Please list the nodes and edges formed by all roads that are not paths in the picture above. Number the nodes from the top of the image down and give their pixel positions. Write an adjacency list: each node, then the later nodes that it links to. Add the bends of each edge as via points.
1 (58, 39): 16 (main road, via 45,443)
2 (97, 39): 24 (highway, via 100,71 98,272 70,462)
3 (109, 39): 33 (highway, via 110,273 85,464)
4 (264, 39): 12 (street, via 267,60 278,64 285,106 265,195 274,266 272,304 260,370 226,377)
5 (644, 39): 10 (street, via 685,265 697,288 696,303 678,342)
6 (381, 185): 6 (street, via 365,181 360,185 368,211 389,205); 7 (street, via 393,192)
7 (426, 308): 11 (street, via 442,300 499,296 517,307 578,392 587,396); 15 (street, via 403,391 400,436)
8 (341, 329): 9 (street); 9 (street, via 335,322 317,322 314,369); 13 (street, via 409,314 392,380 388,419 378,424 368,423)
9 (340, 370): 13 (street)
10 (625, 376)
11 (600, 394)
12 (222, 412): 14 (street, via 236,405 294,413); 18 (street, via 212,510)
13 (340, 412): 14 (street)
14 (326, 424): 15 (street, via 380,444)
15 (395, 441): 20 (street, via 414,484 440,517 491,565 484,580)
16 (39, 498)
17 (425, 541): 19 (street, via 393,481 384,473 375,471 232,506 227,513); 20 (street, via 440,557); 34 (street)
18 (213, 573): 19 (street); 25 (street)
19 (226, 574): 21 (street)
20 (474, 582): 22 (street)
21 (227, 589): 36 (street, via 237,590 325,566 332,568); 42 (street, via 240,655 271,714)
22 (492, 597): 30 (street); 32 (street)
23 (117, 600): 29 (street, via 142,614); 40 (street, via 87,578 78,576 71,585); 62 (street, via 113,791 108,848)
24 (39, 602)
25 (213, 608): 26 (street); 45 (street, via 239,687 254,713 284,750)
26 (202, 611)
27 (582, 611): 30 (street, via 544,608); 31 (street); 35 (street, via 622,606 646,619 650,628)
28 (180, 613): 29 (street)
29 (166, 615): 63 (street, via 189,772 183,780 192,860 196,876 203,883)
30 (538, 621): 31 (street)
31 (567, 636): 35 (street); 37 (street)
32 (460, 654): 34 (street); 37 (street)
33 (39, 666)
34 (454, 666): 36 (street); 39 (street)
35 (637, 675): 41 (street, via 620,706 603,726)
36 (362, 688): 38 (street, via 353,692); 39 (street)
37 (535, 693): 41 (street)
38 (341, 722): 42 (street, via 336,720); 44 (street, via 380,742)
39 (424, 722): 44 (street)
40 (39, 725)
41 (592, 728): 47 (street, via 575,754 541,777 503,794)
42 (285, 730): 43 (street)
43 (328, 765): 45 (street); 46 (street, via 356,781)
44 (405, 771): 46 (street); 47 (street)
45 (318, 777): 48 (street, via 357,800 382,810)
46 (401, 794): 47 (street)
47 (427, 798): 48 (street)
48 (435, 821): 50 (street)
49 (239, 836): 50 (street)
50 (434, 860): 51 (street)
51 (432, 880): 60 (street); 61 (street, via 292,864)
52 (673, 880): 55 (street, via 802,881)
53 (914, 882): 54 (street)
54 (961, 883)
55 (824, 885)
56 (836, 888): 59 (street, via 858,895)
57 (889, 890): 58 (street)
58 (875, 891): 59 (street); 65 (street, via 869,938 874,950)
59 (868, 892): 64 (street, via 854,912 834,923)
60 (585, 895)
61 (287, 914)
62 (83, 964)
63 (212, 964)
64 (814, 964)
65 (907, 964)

Task objective.
Scan the records above for the word "highway". Show each line in which it appears.

Exercise answer.
2 (97, 39): 24 (highway, via 100,71 98,272 70,462)
3 (109, 39): 33 (highway, via 110,273 85,464)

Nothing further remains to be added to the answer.